▶ [Exercise directions]: From the line containing "Left hand at" through the last line of the entries, set down every line exactly and add nothing.

▶ [Listed entries]:
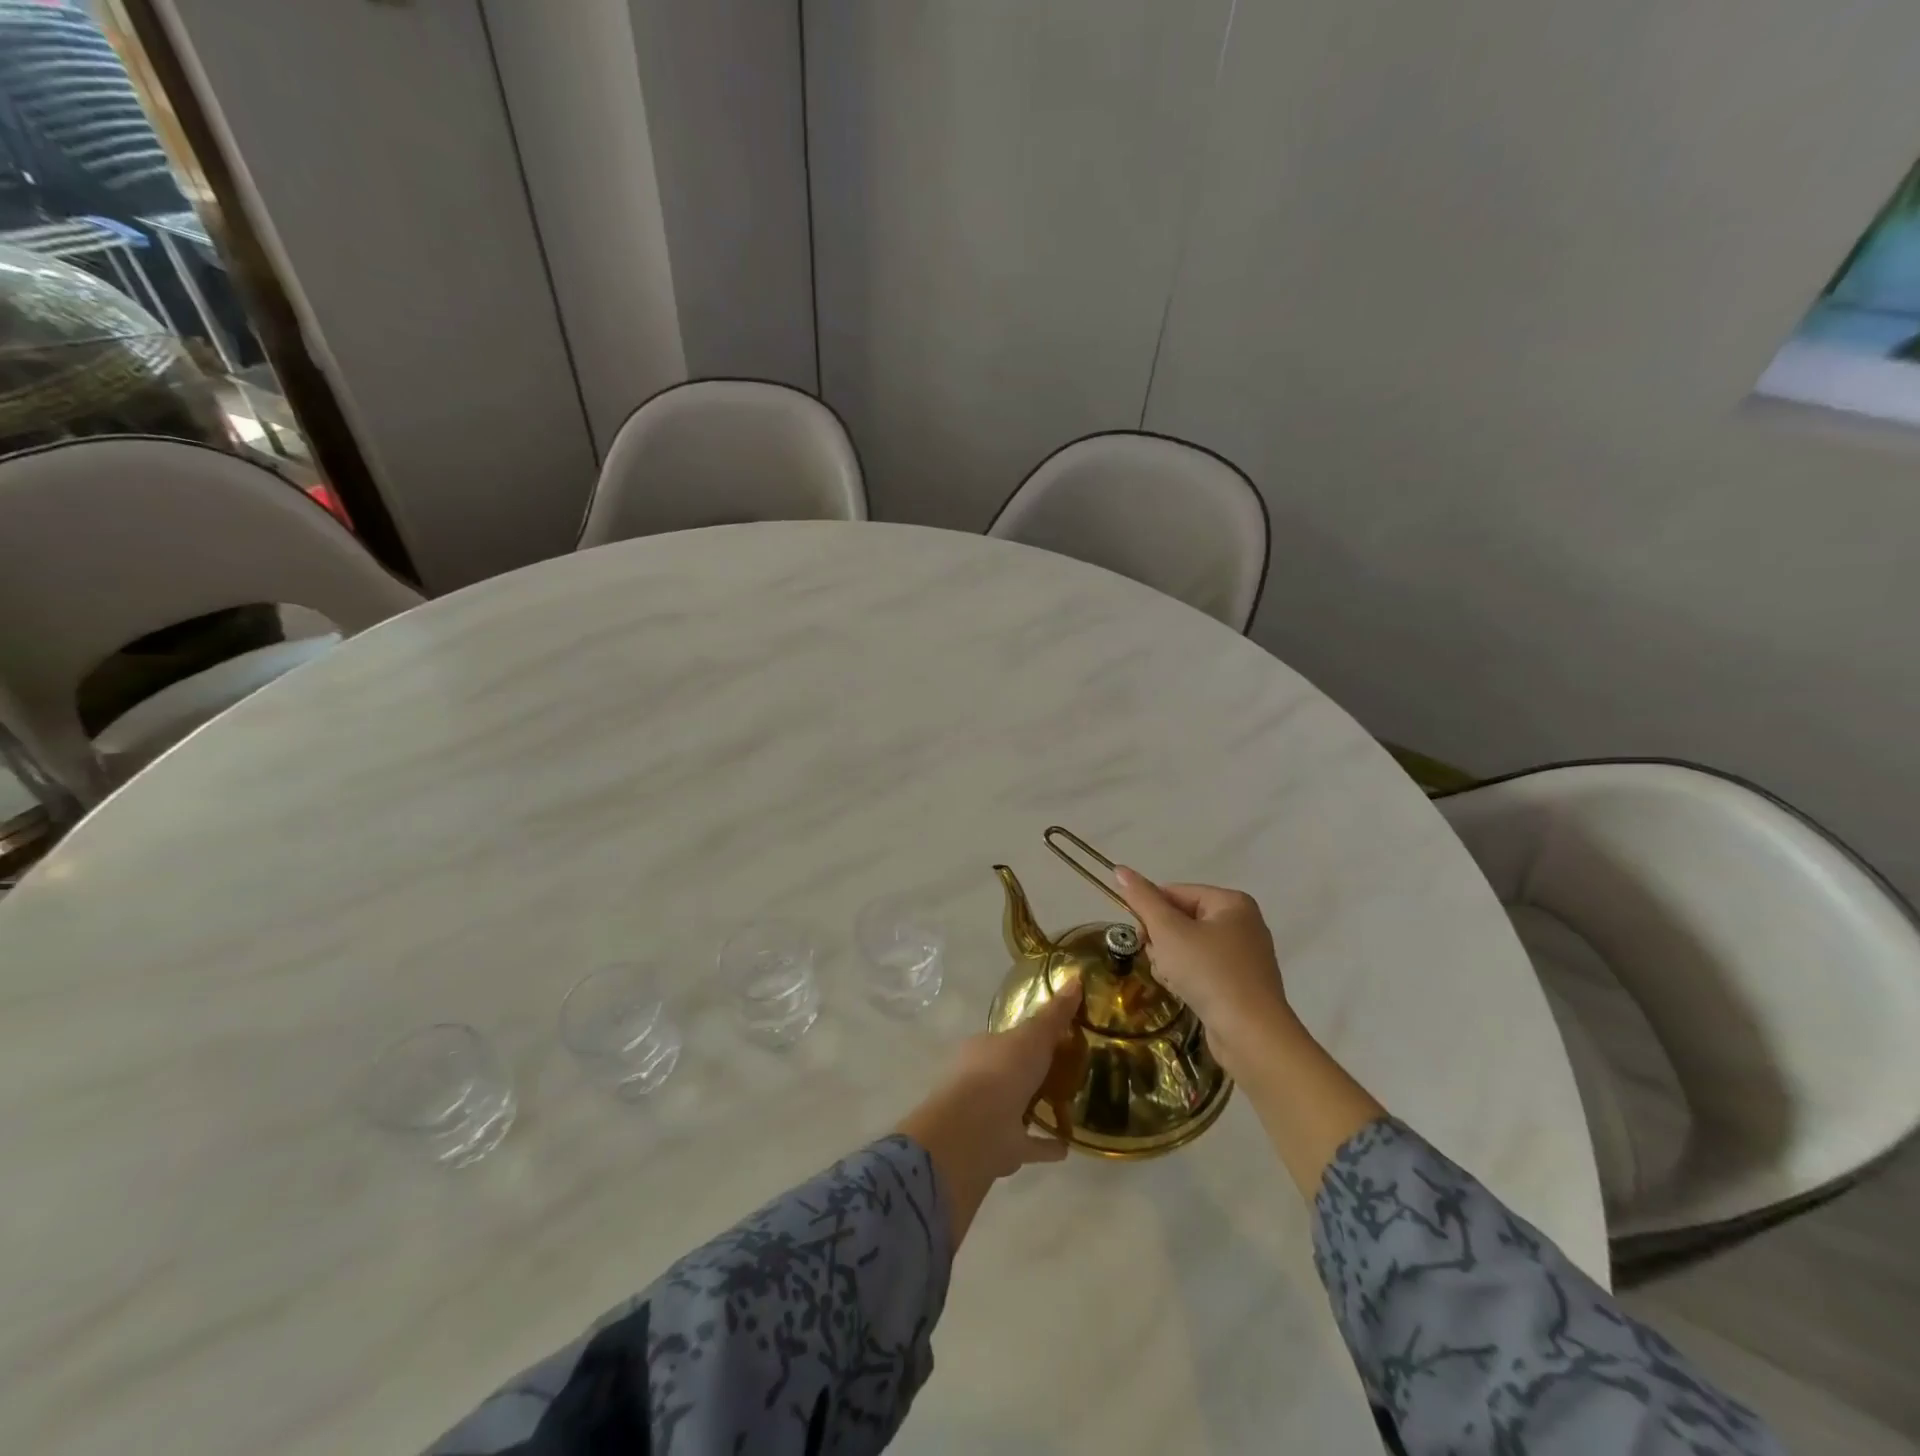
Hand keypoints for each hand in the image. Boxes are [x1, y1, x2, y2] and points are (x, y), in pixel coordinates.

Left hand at [895, 982, 1082, 1249]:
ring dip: (1037, 1108)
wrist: (975, 1130)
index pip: (1007, 1039)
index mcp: (983, 1049)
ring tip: (1069, 1106)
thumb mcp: (1033, 1035)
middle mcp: (981, 1080)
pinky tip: (1068, 1146)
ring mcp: (989, 1116)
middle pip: (1011, 1073)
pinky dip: (1046, 1145)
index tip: (1056, 1037)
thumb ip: (1055, 1014)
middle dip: (1031, 1072)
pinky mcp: (1000, 1148)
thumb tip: (1076, 978)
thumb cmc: (1002, 1071)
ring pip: (1016, 1108)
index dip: (1029, 1037)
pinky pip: (1029, 1144)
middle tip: (1066, 1070)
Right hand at [1114, 867, 1297, 1080]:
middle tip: (1161, 961)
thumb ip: (1142, 899)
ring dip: (1171, 962)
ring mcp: (1244, 956)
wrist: (1251, 1035)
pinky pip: (1202, 969)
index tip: (1141, 938)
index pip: (1174, 892)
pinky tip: (1185, 993)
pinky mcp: (1241, 984)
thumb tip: (1119, 869)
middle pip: (1181, 920)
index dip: (1151, 913)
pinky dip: (1188, 978)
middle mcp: (1243, 923)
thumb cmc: (1209, 973)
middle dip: (1162, 941)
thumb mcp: (1168, 931)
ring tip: (1175, 981)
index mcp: (1231, 902)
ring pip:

▶ [Task output]:
Left hand at [895, 982, 1082, 1249]:
ring dip: (1037, 1108)
wrist: (975, 1130)
index pip: (1007, 1039)
index mcp: (983, 1049)
ring tip: (1069, 1106)
thumb mcp: (1033, 1035)
middle mcp: (981, 1080)
pinky tip: (1068, 1146)
ring mcp: (989, 1116)
middle pip: (1011, 1073)
pinky dip: (1046, 1145)
index tip: (1056, 1037)
thumb ip: (1055, 1014)
middle dip: (1031, 1072)
pinky mcp: (1000, 1148)
thumb tip: (1076, 978)
thumb cmc: (1002, 1071)
ring pip: (1016, 1108)
index dip: (1029, 1037)
pinky pip: (1029, 1144)
middle tip: (1066, 1070)
Right hand at [1114, 867, 1297, 1080]:
middle tip: (1161, 961)
thumb ip: (1142, 899)
ring dip: (1171, 962)
ring mcp: (1244, 956)
wrist: (1251, 1035)
pinky pip: (1202, 969)
index tip: (1141, 938)
index pip: (1174, 892)
pinky tip: (1185, 993)
pinky mcp: (1241, 984)
thumb tip: (1119, 869)
middle pip: (1181, 920)
index dip: (1151, 913)
pinky dip: (1188, 978)
middle mcp: (1243, 923)
thumb cmc: (1209, 973)
middle dip: (1162, 941)
thumb mcp: (1168, 931)
ring tip: (1175, 981)
index mcp: (1231, 902)
ring pip:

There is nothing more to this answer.